Return a copy of every line in the data below that contains "heat".

====== DATA FOR THIS TASK ======

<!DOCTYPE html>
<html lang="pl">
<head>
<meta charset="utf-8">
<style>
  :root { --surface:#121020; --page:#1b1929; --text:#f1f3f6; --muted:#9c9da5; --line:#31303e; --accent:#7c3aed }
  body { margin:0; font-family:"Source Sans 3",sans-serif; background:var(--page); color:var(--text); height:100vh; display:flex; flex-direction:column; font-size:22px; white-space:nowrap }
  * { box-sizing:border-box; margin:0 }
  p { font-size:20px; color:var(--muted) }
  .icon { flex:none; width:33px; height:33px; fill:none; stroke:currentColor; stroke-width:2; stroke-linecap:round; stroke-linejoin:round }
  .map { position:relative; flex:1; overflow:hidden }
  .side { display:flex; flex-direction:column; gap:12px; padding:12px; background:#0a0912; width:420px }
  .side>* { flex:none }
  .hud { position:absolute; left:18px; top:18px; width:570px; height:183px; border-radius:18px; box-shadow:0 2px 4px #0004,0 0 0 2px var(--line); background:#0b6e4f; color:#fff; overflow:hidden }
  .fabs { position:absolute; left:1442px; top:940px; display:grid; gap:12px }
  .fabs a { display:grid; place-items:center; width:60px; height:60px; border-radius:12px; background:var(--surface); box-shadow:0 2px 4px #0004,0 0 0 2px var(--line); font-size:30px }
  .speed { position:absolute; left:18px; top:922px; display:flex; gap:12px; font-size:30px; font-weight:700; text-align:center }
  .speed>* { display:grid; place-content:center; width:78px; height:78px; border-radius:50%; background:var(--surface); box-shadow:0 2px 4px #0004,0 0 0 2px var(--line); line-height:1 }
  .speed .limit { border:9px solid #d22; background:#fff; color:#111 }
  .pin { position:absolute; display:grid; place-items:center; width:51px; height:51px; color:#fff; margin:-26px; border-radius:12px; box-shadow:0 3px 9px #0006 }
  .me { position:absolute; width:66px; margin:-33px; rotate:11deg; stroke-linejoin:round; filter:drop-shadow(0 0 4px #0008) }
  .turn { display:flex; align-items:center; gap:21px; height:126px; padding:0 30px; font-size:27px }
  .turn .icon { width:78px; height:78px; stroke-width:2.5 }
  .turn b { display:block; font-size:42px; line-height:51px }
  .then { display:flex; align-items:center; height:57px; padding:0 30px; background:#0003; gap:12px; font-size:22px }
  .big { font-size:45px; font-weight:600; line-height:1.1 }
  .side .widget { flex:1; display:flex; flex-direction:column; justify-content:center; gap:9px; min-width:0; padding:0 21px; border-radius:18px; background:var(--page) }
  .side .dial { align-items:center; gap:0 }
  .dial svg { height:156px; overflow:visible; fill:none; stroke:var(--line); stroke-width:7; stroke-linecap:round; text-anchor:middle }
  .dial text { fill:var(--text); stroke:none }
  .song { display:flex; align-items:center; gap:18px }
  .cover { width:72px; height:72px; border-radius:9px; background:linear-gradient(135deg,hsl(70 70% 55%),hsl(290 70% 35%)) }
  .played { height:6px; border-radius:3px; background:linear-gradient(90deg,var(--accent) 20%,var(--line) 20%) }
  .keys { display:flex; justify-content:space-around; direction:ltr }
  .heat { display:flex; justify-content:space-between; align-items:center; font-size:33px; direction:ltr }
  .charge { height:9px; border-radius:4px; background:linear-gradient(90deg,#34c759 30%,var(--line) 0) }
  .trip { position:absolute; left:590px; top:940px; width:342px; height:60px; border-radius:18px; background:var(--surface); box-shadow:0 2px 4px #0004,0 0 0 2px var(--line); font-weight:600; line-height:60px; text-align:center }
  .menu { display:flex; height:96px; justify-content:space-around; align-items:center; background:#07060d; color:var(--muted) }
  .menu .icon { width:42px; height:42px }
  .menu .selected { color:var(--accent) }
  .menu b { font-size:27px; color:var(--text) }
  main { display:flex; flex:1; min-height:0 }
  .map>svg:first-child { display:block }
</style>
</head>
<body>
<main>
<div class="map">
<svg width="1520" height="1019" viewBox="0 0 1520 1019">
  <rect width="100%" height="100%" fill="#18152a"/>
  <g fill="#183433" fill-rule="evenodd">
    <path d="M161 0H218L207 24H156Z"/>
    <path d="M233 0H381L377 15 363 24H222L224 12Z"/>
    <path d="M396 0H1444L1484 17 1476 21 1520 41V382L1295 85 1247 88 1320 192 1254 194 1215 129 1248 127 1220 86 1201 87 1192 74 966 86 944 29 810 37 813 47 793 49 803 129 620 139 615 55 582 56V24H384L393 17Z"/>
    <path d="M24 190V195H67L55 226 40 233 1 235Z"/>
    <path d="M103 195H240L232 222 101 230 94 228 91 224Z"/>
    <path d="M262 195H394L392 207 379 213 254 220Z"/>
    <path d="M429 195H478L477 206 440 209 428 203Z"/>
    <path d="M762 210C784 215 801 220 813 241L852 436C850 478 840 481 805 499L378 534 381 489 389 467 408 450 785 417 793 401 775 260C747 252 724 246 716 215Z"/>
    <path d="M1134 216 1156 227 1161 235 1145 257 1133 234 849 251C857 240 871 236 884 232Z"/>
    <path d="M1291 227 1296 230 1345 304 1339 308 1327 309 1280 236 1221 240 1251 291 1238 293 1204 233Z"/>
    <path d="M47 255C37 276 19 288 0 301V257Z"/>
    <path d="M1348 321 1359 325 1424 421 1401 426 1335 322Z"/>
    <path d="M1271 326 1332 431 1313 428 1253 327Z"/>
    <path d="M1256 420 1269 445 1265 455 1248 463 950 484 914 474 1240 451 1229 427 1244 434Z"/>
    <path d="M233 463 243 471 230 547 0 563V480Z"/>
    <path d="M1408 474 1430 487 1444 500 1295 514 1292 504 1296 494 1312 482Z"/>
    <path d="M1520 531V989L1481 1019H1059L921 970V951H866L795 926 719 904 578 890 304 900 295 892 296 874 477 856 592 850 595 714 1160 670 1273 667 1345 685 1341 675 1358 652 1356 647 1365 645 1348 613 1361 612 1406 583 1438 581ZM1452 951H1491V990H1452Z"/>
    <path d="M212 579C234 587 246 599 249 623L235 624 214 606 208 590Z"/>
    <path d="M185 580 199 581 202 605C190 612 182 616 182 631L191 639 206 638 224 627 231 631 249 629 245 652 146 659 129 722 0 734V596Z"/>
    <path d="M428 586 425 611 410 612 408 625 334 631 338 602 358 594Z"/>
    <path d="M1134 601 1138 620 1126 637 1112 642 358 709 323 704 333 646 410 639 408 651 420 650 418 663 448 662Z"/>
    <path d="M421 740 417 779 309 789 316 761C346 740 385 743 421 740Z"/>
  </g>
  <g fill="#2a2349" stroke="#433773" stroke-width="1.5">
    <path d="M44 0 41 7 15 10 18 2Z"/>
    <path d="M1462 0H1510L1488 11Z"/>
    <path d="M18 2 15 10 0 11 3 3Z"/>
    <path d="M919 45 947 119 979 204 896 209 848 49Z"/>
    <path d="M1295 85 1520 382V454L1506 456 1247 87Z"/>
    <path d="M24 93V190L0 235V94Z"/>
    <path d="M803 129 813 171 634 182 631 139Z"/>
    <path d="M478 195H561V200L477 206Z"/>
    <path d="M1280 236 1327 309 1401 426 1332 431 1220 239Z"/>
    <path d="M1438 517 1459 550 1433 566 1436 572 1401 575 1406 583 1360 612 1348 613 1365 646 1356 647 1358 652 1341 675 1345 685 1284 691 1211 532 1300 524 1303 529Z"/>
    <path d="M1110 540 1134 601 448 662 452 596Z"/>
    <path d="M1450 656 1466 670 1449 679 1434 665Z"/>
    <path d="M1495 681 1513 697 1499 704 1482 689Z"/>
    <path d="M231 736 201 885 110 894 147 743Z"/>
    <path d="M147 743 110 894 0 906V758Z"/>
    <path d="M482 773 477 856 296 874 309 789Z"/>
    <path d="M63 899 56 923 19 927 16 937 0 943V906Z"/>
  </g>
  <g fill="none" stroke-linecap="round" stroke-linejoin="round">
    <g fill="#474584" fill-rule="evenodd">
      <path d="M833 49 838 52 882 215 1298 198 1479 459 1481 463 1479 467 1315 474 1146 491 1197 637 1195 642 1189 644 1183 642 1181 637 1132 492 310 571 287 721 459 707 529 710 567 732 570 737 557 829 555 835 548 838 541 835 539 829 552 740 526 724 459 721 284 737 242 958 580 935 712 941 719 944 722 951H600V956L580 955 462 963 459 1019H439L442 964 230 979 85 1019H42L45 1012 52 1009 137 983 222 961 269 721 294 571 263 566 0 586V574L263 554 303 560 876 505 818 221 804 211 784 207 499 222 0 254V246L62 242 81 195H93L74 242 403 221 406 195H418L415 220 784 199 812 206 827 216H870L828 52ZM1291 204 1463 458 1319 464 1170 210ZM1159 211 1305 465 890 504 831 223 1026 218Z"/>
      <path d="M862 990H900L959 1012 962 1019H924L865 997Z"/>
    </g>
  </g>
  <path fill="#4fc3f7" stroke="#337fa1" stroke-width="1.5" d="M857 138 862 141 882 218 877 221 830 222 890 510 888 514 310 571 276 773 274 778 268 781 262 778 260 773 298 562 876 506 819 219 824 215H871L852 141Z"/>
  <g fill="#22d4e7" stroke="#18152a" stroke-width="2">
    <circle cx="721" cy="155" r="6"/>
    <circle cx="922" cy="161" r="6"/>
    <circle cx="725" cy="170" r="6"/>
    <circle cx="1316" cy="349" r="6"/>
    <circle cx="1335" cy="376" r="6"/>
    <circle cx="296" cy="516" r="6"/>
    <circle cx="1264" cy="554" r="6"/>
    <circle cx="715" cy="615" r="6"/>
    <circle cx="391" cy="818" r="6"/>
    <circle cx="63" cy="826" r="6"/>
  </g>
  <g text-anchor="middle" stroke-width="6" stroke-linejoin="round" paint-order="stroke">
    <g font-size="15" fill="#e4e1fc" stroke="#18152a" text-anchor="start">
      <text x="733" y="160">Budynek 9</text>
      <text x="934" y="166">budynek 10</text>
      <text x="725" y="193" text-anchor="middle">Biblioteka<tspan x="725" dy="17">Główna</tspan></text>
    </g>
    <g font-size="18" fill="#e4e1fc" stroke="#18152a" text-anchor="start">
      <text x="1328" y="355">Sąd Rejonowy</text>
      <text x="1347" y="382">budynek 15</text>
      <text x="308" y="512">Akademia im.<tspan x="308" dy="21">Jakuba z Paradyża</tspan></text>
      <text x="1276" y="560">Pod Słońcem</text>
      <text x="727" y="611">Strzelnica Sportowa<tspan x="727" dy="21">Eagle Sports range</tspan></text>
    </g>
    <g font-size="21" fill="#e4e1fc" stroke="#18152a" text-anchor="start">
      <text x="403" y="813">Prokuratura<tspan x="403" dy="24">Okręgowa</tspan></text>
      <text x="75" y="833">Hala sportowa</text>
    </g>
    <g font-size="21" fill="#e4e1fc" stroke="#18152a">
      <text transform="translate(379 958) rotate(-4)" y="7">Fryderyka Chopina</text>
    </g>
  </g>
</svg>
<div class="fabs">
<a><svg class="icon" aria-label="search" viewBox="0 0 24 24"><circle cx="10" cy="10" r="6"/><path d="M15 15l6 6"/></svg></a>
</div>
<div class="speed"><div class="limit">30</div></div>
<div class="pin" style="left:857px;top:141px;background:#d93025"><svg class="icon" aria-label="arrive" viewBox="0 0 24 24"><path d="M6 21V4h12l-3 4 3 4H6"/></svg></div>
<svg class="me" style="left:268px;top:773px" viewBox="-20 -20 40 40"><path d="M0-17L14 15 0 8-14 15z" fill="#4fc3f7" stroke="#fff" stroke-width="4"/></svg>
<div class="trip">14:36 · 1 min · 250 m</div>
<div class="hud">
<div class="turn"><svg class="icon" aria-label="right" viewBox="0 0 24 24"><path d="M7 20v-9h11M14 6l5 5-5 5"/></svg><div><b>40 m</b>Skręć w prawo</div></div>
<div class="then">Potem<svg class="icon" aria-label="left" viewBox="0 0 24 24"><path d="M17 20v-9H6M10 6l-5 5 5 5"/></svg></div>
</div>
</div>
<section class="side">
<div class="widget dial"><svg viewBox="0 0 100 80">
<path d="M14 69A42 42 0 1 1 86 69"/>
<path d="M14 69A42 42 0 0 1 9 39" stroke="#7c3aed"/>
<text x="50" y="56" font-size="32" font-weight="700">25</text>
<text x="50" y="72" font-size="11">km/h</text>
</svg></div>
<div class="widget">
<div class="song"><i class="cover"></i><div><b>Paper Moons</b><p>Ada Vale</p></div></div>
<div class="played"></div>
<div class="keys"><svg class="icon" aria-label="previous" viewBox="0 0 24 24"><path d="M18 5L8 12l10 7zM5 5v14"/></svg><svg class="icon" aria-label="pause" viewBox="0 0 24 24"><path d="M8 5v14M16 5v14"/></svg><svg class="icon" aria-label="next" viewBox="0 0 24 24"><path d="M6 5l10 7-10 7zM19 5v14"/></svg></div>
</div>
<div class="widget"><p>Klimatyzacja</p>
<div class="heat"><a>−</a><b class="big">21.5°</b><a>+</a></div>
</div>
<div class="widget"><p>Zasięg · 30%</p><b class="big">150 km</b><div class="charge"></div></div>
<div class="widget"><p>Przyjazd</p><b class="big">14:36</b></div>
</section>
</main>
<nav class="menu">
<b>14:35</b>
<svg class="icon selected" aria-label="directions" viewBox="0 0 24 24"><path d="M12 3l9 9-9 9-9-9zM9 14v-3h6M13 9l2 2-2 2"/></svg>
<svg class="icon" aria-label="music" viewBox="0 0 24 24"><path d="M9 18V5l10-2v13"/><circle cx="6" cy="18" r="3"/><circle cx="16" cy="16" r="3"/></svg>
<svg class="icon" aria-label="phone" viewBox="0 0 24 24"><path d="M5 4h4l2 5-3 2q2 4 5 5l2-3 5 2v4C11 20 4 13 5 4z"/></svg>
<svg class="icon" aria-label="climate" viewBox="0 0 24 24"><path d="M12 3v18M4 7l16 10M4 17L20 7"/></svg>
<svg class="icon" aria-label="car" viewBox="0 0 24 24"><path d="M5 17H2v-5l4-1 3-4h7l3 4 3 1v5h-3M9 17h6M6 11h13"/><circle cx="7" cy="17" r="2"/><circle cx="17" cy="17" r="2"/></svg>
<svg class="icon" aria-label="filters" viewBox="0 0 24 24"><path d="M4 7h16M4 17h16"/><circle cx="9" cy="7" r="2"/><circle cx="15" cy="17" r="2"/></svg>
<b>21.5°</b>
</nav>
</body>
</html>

======

RESPONSE TO THIS TASK:
  .heat { display:flex; justify-content:space-between; align-items:center; font-size:33px; direction:ltr }
<div class="heat"><a>−</a><b class="big">21.5°</b><a>+</a></div>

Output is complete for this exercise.